◆ EXERCISE
Give again, unaltered, the lines of the listing below that run from the line having "index dip: (333, 193)" through the line having "pinky dip: (364, 294)".
Segment Start: GIVEN INFORMATION
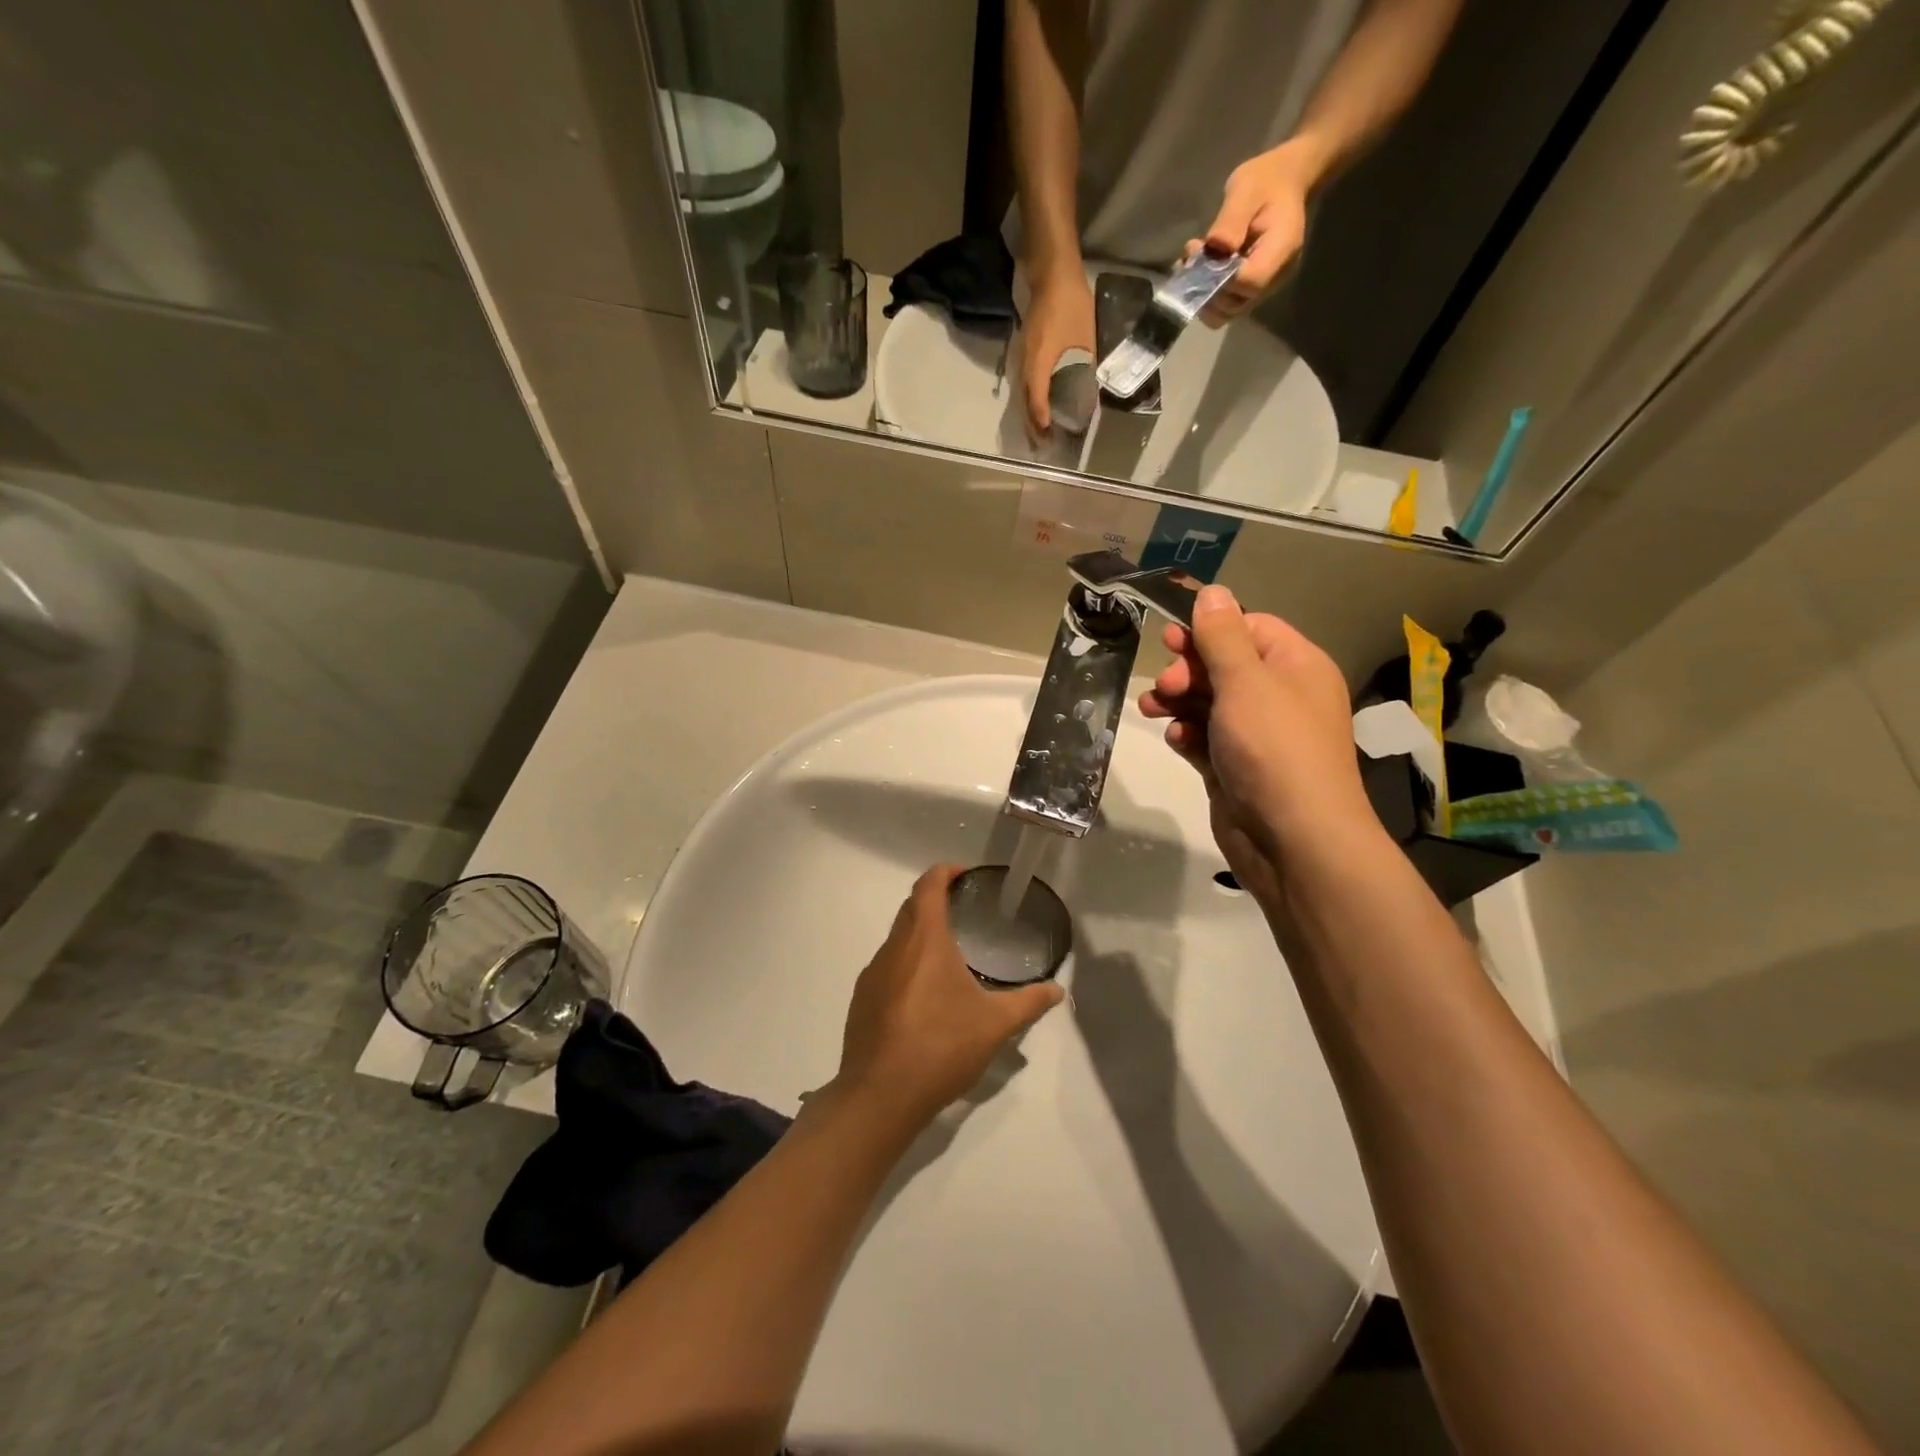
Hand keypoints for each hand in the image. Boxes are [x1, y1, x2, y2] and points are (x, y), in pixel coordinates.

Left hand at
Segment End: GIVEN INFORMATION
Segment Start: GIVEN INFORMATION
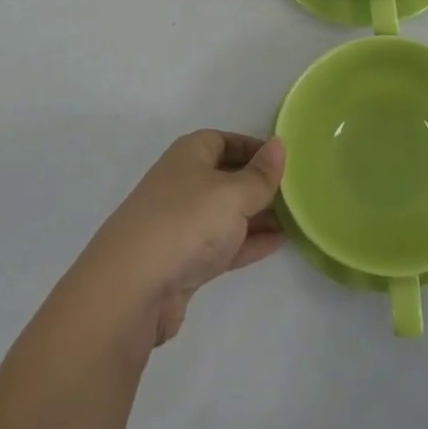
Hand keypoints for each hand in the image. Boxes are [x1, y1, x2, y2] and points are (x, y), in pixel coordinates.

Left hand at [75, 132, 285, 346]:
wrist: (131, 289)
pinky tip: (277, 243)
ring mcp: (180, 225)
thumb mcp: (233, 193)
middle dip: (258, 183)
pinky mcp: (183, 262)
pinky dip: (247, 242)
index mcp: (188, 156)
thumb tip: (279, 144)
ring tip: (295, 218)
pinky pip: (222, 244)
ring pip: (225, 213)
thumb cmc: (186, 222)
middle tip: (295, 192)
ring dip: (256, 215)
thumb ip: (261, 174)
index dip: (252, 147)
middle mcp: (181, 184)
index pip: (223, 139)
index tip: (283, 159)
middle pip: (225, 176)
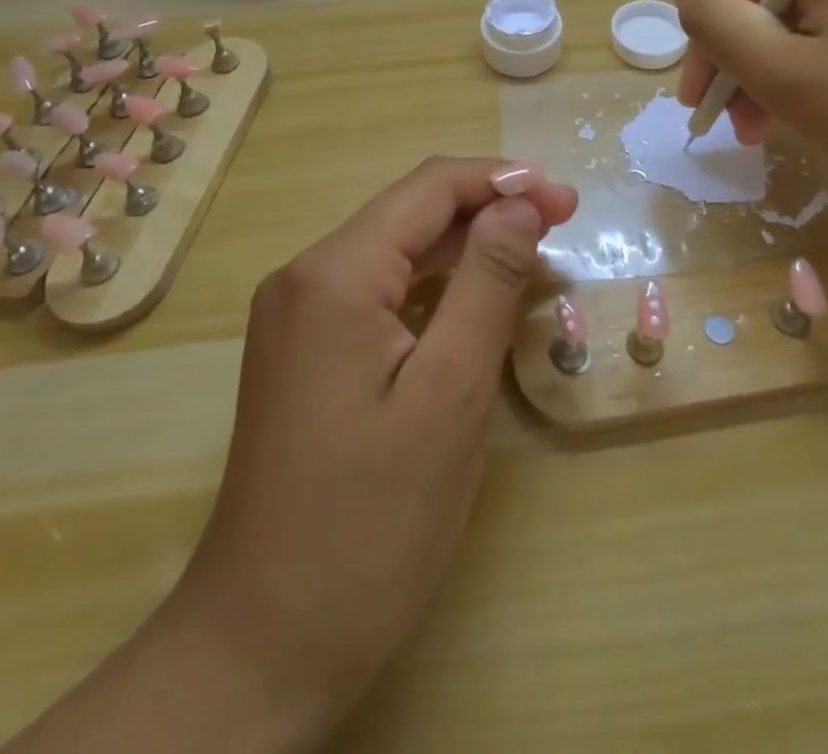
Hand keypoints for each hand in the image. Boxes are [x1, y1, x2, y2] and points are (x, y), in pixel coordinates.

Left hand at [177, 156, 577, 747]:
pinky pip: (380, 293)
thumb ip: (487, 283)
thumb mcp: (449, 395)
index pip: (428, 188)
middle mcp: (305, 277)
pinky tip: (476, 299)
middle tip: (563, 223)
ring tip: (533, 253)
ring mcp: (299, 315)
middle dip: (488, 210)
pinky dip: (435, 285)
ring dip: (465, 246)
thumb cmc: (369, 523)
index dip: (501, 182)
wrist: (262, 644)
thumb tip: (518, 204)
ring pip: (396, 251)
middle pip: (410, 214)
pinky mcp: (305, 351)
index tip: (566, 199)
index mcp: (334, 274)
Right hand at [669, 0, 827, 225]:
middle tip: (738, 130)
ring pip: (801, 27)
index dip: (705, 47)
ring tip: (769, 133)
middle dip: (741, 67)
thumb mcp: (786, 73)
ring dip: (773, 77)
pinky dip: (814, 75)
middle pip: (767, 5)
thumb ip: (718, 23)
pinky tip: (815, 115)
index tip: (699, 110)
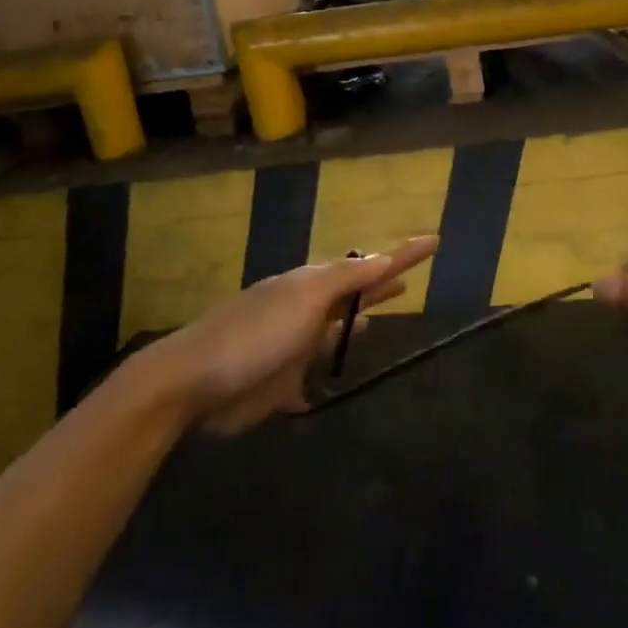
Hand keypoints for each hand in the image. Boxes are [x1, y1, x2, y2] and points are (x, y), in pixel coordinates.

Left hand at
Segment End: GIVEN INFORMATION
Segment Start: GIVEN INFORMATION
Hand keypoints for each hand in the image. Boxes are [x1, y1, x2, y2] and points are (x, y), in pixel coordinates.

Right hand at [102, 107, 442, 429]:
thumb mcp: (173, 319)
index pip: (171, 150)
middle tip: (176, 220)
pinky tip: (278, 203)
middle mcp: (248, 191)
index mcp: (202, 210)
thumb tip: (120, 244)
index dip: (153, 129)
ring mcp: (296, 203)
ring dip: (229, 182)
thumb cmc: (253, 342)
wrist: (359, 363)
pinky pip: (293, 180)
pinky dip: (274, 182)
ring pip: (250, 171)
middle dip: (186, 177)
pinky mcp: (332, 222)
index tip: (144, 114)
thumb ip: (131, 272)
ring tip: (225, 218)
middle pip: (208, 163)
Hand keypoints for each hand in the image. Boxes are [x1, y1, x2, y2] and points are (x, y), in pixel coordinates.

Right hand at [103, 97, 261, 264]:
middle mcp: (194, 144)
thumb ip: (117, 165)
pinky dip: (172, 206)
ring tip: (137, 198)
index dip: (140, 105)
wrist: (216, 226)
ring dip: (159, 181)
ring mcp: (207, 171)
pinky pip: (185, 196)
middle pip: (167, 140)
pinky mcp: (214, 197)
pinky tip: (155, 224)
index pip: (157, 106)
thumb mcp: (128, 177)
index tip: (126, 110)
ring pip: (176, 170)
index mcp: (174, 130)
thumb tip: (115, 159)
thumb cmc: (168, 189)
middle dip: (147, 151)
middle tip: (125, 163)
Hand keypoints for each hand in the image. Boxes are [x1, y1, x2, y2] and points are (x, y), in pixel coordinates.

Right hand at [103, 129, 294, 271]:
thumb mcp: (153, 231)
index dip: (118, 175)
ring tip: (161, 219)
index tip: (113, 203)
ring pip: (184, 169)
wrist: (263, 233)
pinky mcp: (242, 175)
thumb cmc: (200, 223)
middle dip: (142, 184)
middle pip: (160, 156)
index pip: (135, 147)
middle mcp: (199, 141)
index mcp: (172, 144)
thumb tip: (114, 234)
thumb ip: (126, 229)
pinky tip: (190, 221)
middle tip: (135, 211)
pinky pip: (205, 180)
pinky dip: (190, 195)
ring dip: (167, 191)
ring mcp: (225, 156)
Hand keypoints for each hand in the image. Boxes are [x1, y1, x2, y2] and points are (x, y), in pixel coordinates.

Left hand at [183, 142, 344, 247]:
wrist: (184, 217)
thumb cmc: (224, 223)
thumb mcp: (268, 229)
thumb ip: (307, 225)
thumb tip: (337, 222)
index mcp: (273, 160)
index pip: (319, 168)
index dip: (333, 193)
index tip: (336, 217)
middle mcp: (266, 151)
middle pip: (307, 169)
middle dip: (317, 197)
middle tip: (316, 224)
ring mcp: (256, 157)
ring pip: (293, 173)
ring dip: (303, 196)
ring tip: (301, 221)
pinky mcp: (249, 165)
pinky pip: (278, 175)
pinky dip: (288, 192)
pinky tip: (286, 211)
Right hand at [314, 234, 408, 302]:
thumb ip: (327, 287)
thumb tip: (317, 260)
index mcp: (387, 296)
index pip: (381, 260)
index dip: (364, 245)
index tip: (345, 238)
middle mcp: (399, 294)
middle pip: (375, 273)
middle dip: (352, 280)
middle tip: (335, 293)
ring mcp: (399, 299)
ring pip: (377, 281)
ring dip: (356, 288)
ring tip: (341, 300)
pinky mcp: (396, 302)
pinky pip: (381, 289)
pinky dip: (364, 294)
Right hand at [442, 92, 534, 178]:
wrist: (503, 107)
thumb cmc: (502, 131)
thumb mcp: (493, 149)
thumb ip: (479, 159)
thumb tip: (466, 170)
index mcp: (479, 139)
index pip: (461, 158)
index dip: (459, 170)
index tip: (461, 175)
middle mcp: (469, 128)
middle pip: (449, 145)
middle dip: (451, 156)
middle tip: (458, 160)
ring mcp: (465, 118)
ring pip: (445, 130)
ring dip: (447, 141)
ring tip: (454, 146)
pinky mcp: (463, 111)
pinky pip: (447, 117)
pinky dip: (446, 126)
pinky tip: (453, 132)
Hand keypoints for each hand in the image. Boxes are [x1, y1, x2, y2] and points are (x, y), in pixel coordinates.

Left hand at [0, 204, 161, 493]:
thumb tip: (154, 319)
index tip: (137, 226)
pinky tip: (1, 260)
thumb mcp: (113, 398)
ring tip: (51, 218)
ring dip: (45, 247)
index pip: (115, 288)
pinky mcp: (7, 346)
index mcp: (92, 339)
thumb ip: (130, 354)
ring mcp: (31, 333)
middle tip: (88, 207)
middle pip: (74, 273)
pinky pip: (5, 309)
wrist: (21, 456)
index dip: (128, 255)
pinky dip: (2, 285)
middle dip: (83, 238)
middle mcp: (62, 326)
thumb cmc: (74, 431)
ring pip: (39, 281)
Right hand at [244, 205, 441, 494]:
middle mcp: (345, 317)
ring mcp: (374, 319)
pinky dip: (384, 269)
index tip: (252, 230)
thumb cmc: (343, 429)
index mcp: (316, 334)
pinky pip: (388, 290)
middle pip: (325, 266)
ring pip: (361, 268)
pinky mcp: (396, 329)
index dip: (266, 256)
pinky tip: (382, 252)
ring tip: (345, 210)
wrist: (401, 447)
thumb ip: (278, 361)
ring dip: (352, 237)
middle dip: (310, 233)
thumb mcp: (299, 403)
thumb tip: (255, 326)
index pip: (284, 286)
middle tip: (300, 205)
Segment End: GIVEN INFORMATION
◆ OUTPUT FOR THIS TASK
index dip: (333, 193)
index tip: (336, 217)
middle mcp: (266, 151)
middle pip: (307, 169)
middle dip: (317, 197)
middle tip: (316, 224)
ring mcp: (256, 157)
ring pip: (293, 173)
ring dip: (303, 196)
ring tip: (301, 221)
pinky mcp: (249, 165)
pinky pip: (278, 175)
pinky dip: (288, 192)
pinky tip: (286, 211)
Right hand at [314, 234, 408, 302]:
thumb ip: (327, 287)
thumb tip: (317, 260)
index mcp: (387, 296)
index pip: (381, 260)
index dip: (364, 245)
index tip: (345, 238)
middle mcp: (399, 294)
middle pip: (375, 273)
middle dip: (352, 280)
middle tip: (335, 293)
ring mcp: (399, 299)
ring pip: (377, 281)
ring dip: (356, 288)
ring tip: (341, 300)
pinky mcp: (396, 302)
pinky pip: (381, 289)
pinky dip: (364, 294)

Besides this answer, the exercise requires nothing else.